I pulled out my immersion blender, that stick-like thing that had been collecting dust in my cabinet, and thought it might be useful for this. It was, in fact I highly recommend using one of these gizmos to make your dressing. It creates the perfect emulsion. In fact, it turned out so well that I have since made this vinaigrette hundreds of times. It's a fool proof basic recipe that makes you look good, and can be tweaked in a million different ways. Here's my favorite version.
Vinaigrette
Adapted from Julia Child's Kitchen Wisdom
1/2 tablespoon finely minced shallot (they give the nicest flavor, though you could also use garlic instead of or in addition, I sometimes add a small clove, minced)
1/2 tablespoon Dijon-type mustard
1/4 tsp salt
1 tablespoon freshly squeezed lemon juice
1 1/2 tablespoon Balsamic vinegar (or more lemon juice or red wine/white vinegar) I love the flavor Balsamic vinegar gives this
1/3 to 1/2 cup excellent olive oil, or other fine, fresh oil
Freshly ground pepper
First, grab a large coffee cup, or similar sized bowl with straight sides, at least four inches high. Stir the shallots and/or garlic together with the mustard and salt. Using the stick blender, add in the lemon juice and vinegar, and when well blended drizzle in the oil slowly to form a smooth emulsion. Beat in freshly ground pepper. Taste and correct seasoning with salt, pepper, and possibly more oil.

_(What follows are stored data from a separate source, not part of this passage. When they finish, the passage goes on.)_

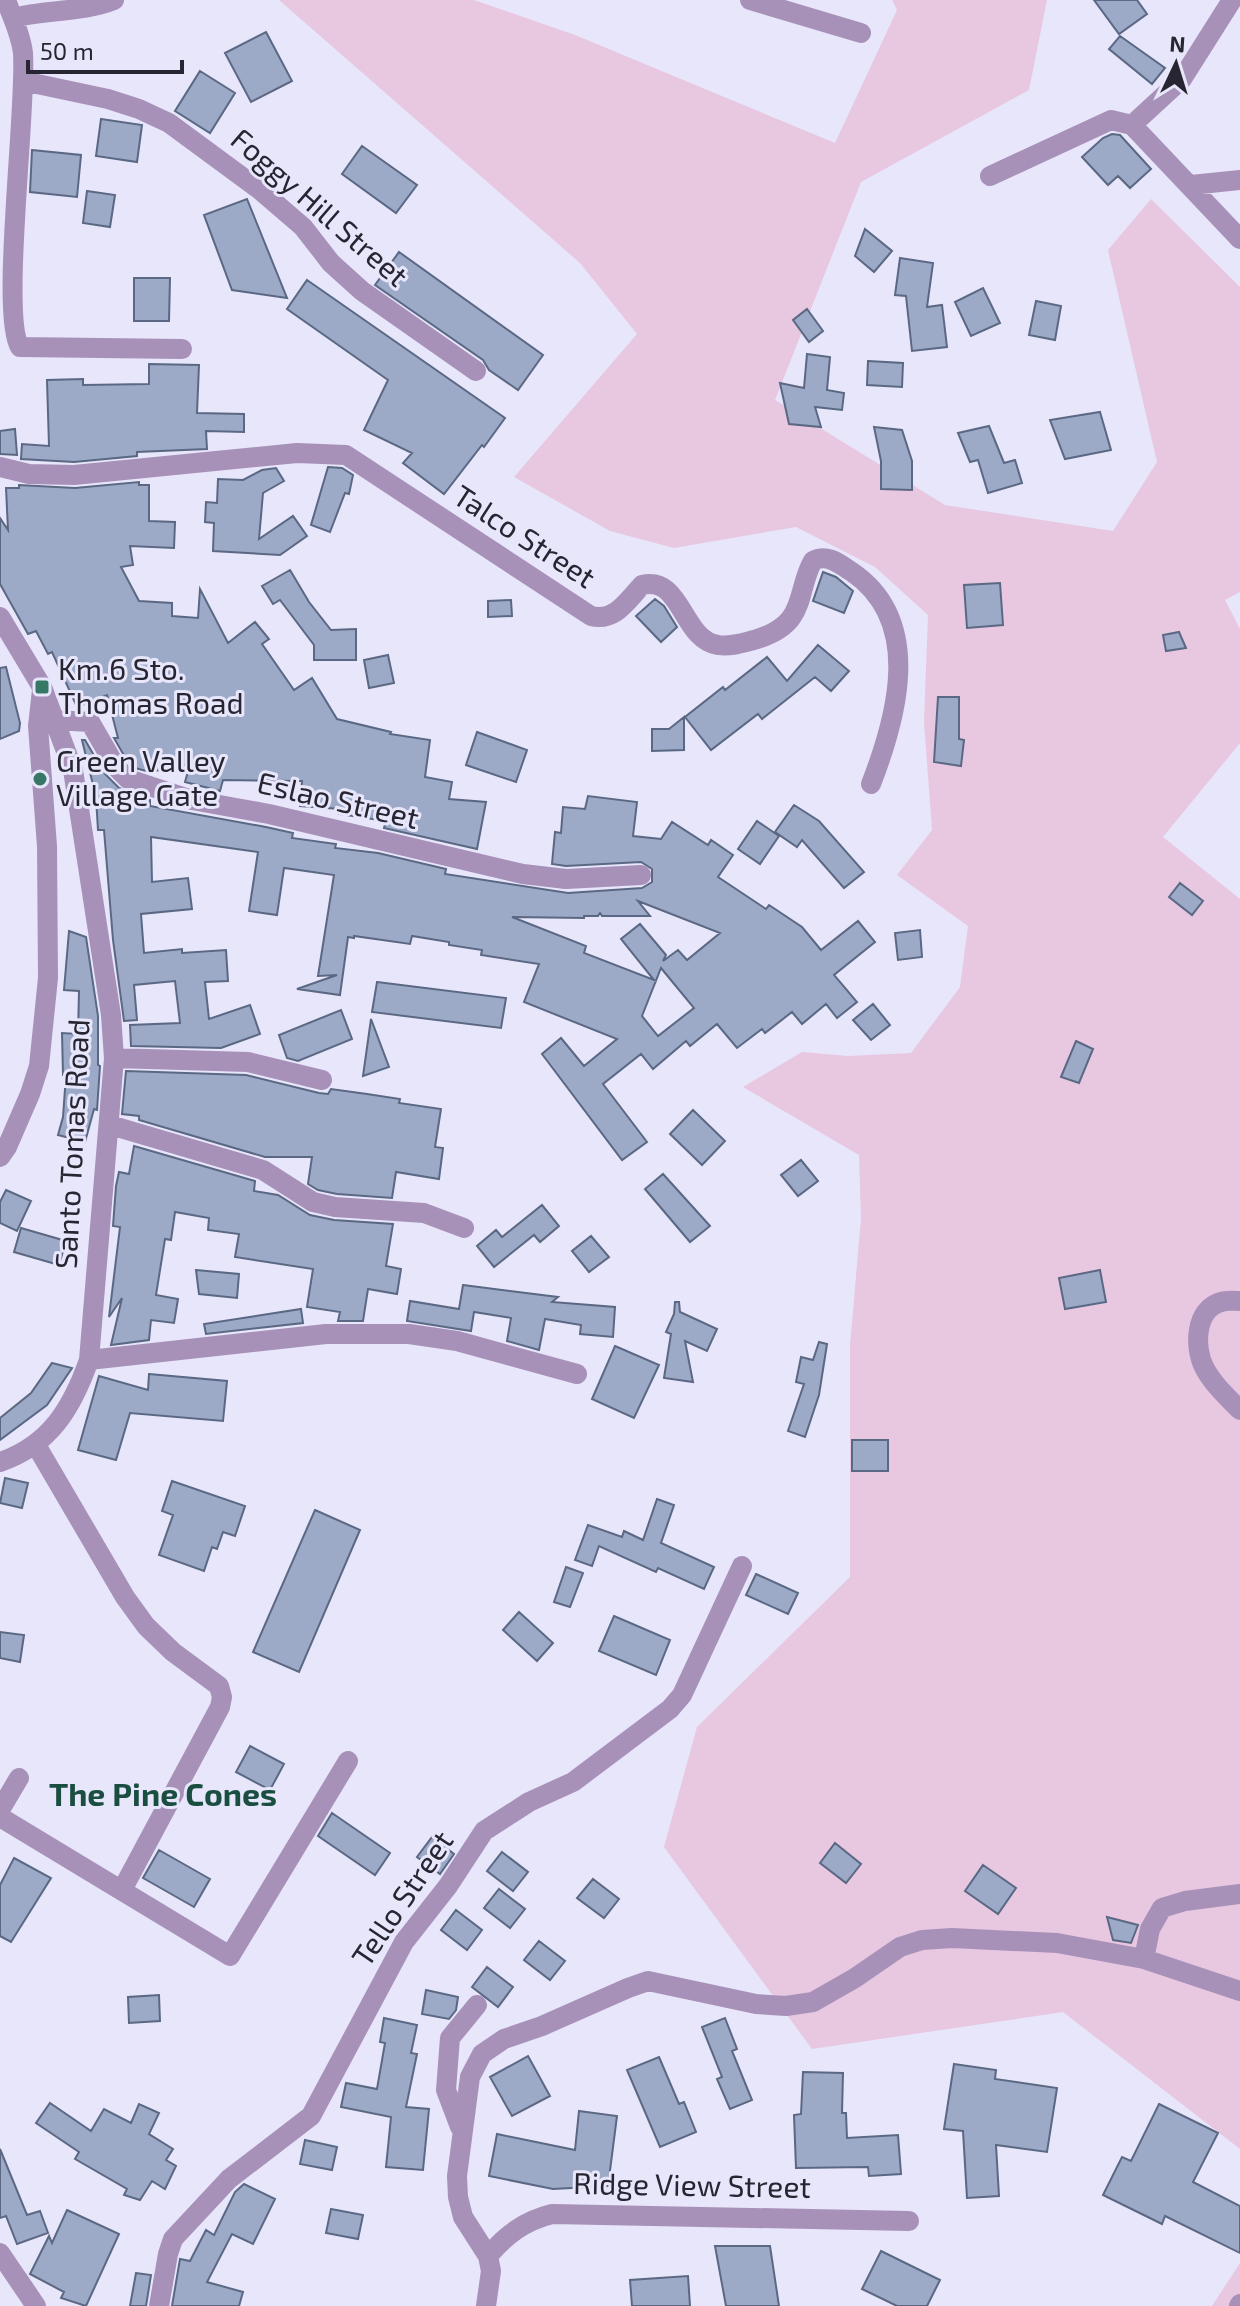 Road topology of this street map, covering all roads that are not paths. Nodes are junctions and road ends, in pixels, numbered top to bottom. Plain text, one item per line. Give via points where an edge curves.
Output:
1 (114, 0) edge
2 (750, 0) edge
3 (1232, 0) edge
4 (10, 9) edge
5 (861, 33) dead end
6 (23, 81) junction
7 (1132, 125) junction
8 (990, 176) dead end
9 (1240, 180) edge
10 (1191, 185) junction
11 (1240, 239) edge
12 (182, 349) dead end
13 (476, 371) dead end
14 (0, 467) edge
15 (0, 617) edge
16 (42, 687) junction
17 (54, 720) junction
18 (871, 784) dead end
19 (641, 875) dead end
20 (114, 1058) junction
21 (322, 1080) dead end
22 (110, 1125) junction
23 (0, 1157) edge
24 (464, 1228) dead end
25 (1240, 1301) edge
26 (89, 1360) junction
27 (577, 1374) dead end
28 (1240, 1410) edge
29 (36, 1445) junction
30 (0, 1462) edge
31 (742, 1566) dead end
32 (348, 1761) dead end
33 (19, 1778) dead end
34 (0, 1810) edge
35 (0, 1817) edge
36 (122, 1890) junction
37 (1240, 1894) edge
38 (1144, 1959) junction
39 (1240, 1991) edge
40 (477, 2005) dead end
41 (461, 2131) junction
42 (909, 2221) dead end
43 (0, 2253) edge
44 (488, 2256) junction
45 (36, 2306) edge
46 (159, 2306) edge
47 (486, 2306) edge

1 - 4 street via 40,11
2 - 5 street
3 - 7 street via 1182,79
4 - 6 street via 21,42
6 - 12 street via 3,242 11,339 20,347
6 - 13 street, Foggy Hill Street via 108,99 169,123 303,227 362,291
7 - 8 street via 1111,120
7 - 10 street
9 - 10 street
10 - 11 street
14 - 18 street, Talco Street via 74,475 297,453 346,455 591,616 613,615 642,585 656,583 678,603 697,635 713,645 768,636 785,625 813,561 828,558 875,592 897,648 896,709
15 - 16 street, Santo Tomas Road
16 - 17 street, Santo Tomas Road
16 - 23 street via 38,726 47,846 48,978 39,1066
17 - 19 street, Eslao Street via 90,722 128,779 192,800 523,874 566,879
17 - 20 street, Santo Tomas Road via 73,770
20 - 21 street via 248,1062
20 - 22 street, Santo Tomas Road
22 - 24 street via 263,1170 313,1202 424,1213
22 - 26 street, Santo Tomas Road
25 - 28 street via 1219,1302 1204,1315 1196,1341 1203,1366
26 - 27 street via 326,1334 409,1334 457,1341
26 - 29 street, Santo Tomas Road via 77,1395
29 - 30 street, Santo Tomas Road
29 - 36 street via 146,1626 219,1686 222,1697
31 - 46 street, Tello Street via 682,1695 670,1709 573,1782 484,1831 404,1942 311,2116 229,2179 173,2239
32 - 36 street via 230,1956
33 - 34 street
35 - 36 street
37 - 38 street via 1162,1908 1150,1929
38 - 39 street
38 - 41 street via 1057,1943 922,1940 900,1947 813,2002 786,2006 734,2001 648,1981 504,2039 482,2054 470,2077
40 - 41 street via 450,2038 446,2090
41 - 44 street via 458,2197 463,2217
42 - 44 street, Ridge View Street via 552,2214 519,2226
43 - 45 street
44 - 47 street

I sometimes like to add basil or other herbs. This is so good, and addictive. It makes for an especially elegant entree salad if you toss with cold, chopped fresh lobster meat, pinenuts, avocado, tomato, and soft, butter lettuces. We fell in love with that salad back in the booming internet days, when we didn't think twice to order lobster at lunchtime, especially when it was our boss's idea, and she was treating. But, it was so good, that we often splurged ourselves, and went to the Omni Parker House Hotel restaurant (one of the oldest restaurants in Boston, famous for Boston cream pie, and Parker House rolls), and lingered over lobster in a rich, creamy balsamic vinaigrette, almost identical to this one. Enjoy! :)Pam

I'm certainly no Julia, but I do have a nice viniagrette I've been making for years. It's great on a spinach salad with seared scallops and it'll last forever in your fridge:
Lemon Vinaigrette
3 tablespoons fresh lemon juice
1 teaspoon salt
1/4 teaspoon ground white pepper
5 tablespoons (3 fl oz) olive oil
To make the vinaigrette, in a small bowl, combine the lemon juice, salt and white pepper and whisk together thoroughly. Add the olive oil and whisk for about 30 seconds until well blended and emulsified.

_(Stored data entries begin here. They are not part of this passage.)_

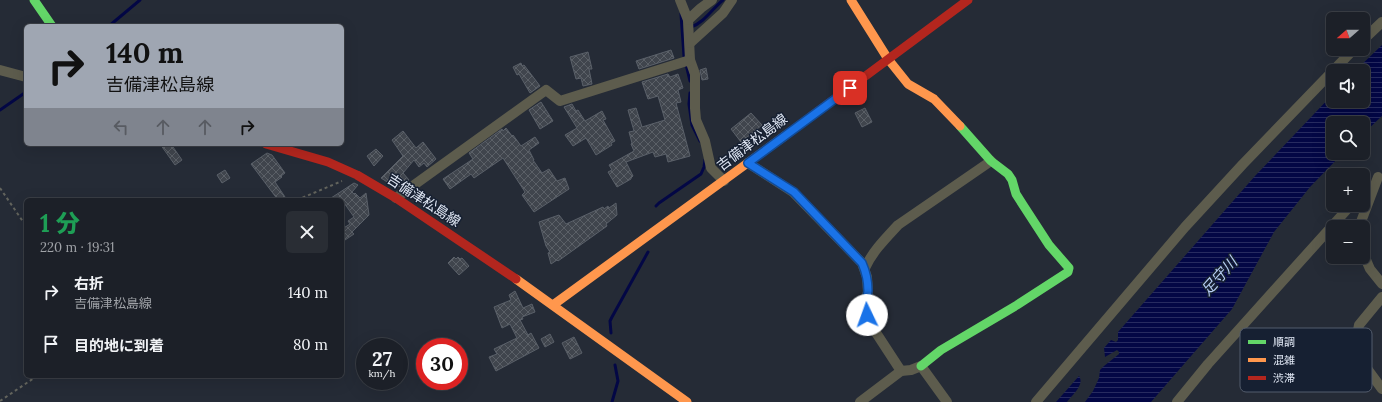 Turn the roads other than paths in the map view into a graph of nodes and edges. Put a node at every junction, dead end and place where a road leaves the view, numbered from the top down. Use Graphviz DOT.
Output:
graph roads {
  1 [pos="34,0"];
  2 [pos="680,0"];
  3 [pos="712,0"];
  4 [pos="732,0"];
  5 [pos="851,0"];
  6 [pos="968,0"];
  7 [pos="1382,22"];
  8 [pos="51,24"];
  9 [pos="688,25"];
  10 [pos="1370,33"];
  11 [pos="690,43"];
  12 [pos="1347,56"];
  13 [pos="888,59"];
  14 [pos="687,61"];
  15 [pos="0,70"];
  16 [pos="24,76"];
  17 [pos="273,146"];
  18 [pos="991,161"];
  19 [pos="748,163"];
  20 [pos="1380,175"];
  21 [pos="724,181"];
  22 [pos="1370,185"];
  23 [pos="396,198"];
  24 [pos="1345,212"];
  25 [pos="1362,220"];
  26 [pos="1368,264"];
  27 [pos="865,268"];
  28 [pos="1382,284"];
  29 [pos="1382,297"];
  30 [pos="552,305"];
  31 [pos="1240,328"];
  32 [pos="1240,328"];
  33 [pos="1358,328"];
  34 [pos="921,366"];
  35 [pos="901,371"];
  36 [pos="1372,375"];
  37 [pos="1382,389"];
  38 [pos="687,402"];
  39 [pos="860,402"];
  40 [pos="947,402"];
  41 [pos="1036,402"];
  42 [pos="1177,402"];
  1 -- 8 [label="main road"];
  2 -- 9 [label="street"];
  3 -- 9 [label="street"];
  4 -- 11 [label="street"];
  5 -- 13 [label="main road"];
  6 -- 13 [label="main road, 吉備津松島線"];
  7 -- 10 [label="street"];
  9 -- 11 [label="street"];
  11 -- 14 [label="street"];
  12 -- 41 [label="street"];
  13 -- 18 [label="main road"];
  13 -- 19 [label="main road, 吉備津松島線"];
  14 -- 21 [label="street"];
  14 -- 23 [label="street"];
  15 -- 16 [label="street"];
  17 -- 23 [label="main road, 吉備津松島線"];
  18 -- 27 [label="street"];
  18 -- 34 [label="main road"];
  19 -- 21 [label="main road, 吉備津松島線"];
  19 -- 27 [label="street"];
  20 -- 22 [label="street"];
  20 -- 25 [label="street"];
  21 -- 30 [label="main road, 吉備津松島線"];
  23 -- 30 [label="main road, 吉備津松島線"];
  24 -- 31 [label="street"];
  26 -- 28 [label="street"];
  27 -- 35 [label="street"];
  29 -- 33 [label="street"];
  30 -- 38 [label="main road, 吉備津松島線"];
  32 -- 42 [label="street"];
  34 -- 35 [label="street"];
  34 -- 40 [label="street"];
  35 -- 39 [label="street"];
  36 -- 37 [label="street"];
} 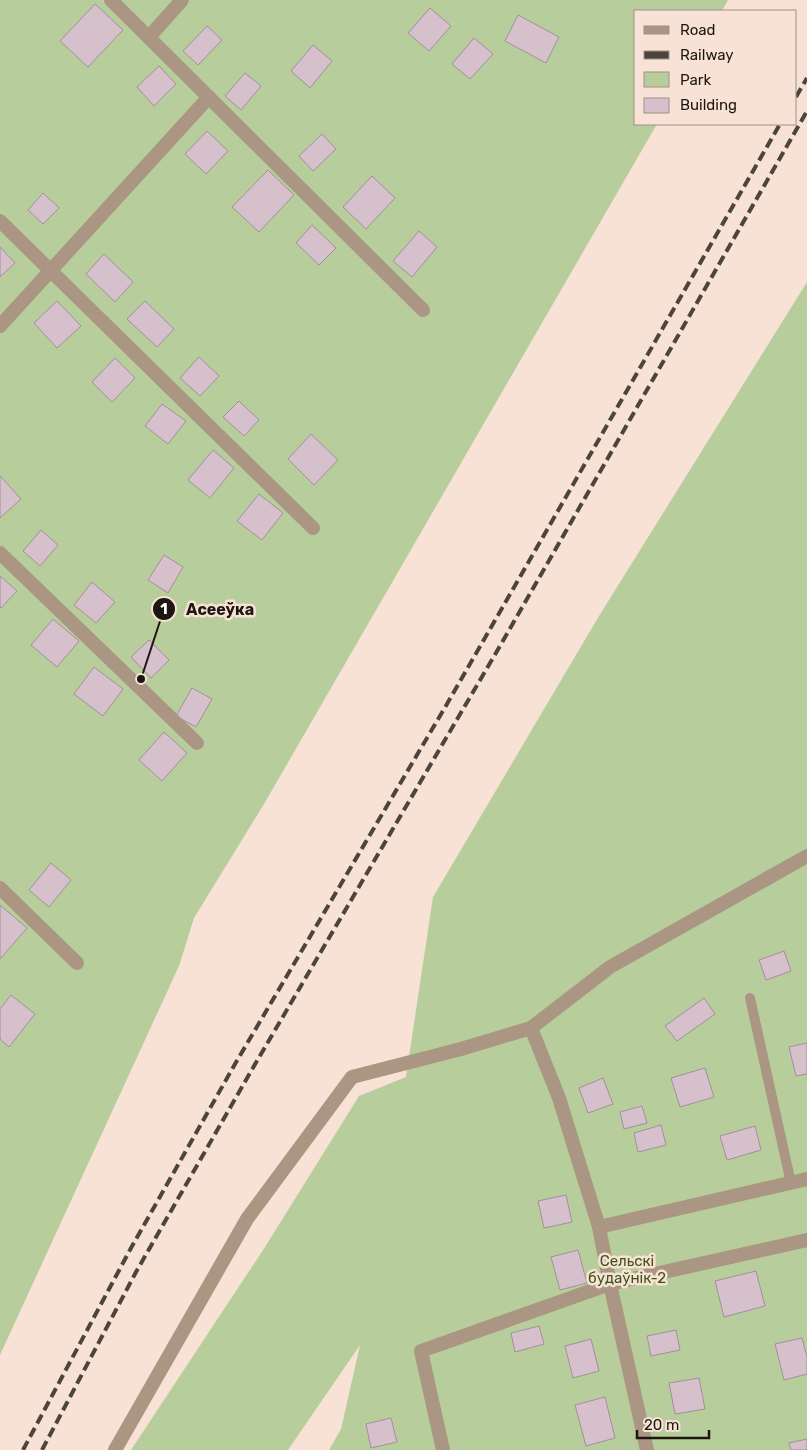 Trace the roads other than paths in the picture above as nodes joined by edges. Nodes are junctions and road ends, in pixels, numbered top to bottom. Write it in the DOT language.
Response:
graph roads {
  1 [pos="111,0"];
  2 [pos="182,0"];
  3 [pos="148,37"];
  4 [pos="209,97"];
  5 [pos="0,221"];
  6 [pos="50,270"];
  7 [pos="423,310"];
  8 [pos="0,326"];
  9 [pos="314,528"];
  10 [pos="0,554"];
  11 [pos="197,743"];
  12 [pos="807,856"];
  13 [pos="0,888"];
  14 [pos="77,963"];
  15 [pos="750,998"];
  16 [pos="531,1028"];
  17 [pos="807,1179"];
  18 [pos="791,1183"];
  19 [pos="600,1227"];
  20 [pos="806,1243"];
  21 [pos="610,1284"];
  22 [pos="115,1450"];
  23 [pos="443,1450"];
  24 [pos="647,1450"];
  1 -- 3 [label="street"];
  2 -- 3 [label="street"];
  3 -- 4 [label="street"];
  4 -- 6 [label="street"];
  4 -- 7 [label="street"];
  5 -- 6 [label="street"];
  6 -- 8 [label="street"];
  6 -- 9 [label="street"];
  10 -- 11 [label="street"];
  12 -- 16 [label="street"];
  13 -- 14 [label="street"];
  15 -- 18 [label="lane"];
  16 -- 19 [label="street"];
  16 -- 22 [label="street"];
  17 -- 18 [label="street"];
  18 -- 19 [label="street"];
  19 -- 21 [label="street"];
  20 -- 21 [label="street"];
  21 -- 23 [label="street"];
  21 -- 24 [label="street"];
}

Pour the vinaigrette into the salad bowl, and gently toss all the ingredients together to distribute the vinaigrette evenly.
Posted by: Marley | May 17, 2005 at 05:34 PM
Sounds good! I love lemony vinaigrette's especially w/seafood.
:) Pam
Posted by: Pam | May 17, 2005 at 06:39 PM
I have had very good sucess in my vinaigrette's when I use onion juice. Tablespoon or so. I use my garlic press to extract just the right amount. Discard the solids. This addition gives a complexity to the dressing immediately. No waiting for the minced onion or shallot to blend. (Have not tried extracted shallot yet)
{Thanks for the tip on using the hand held blender. I always forget about it except at soup time!}
Posted by: Gordy | May 20, 2005 at 07:38 AM
Gordy,
Thanks! That's a great tip. It reminds me of a former co-worker actually who said her boyfriend used to add onion juice to baked stuffed potatoes, and that they were out of this world. I've never tried it, but will have to check it out.
:) Pam
Posted by: Pam | May 20, 2005 at 11:04 AM
I never liked vinaigrette at all, but that recipe can help me change my mind. Thanks.
Posted by: Linda Clark | December 21, 2009 at 06:30 AM
I did a search for creamy balsamic vinaigrette and your blog popped up. I tried your recipe, and I must tell you, this is the best vinaigrette I have ever made (and I've made a lot!). I even used less olive oil - 1/4 c. - to make it a little healthier. Good tip on the immersion blender too. Thank you so much for the recipe!!!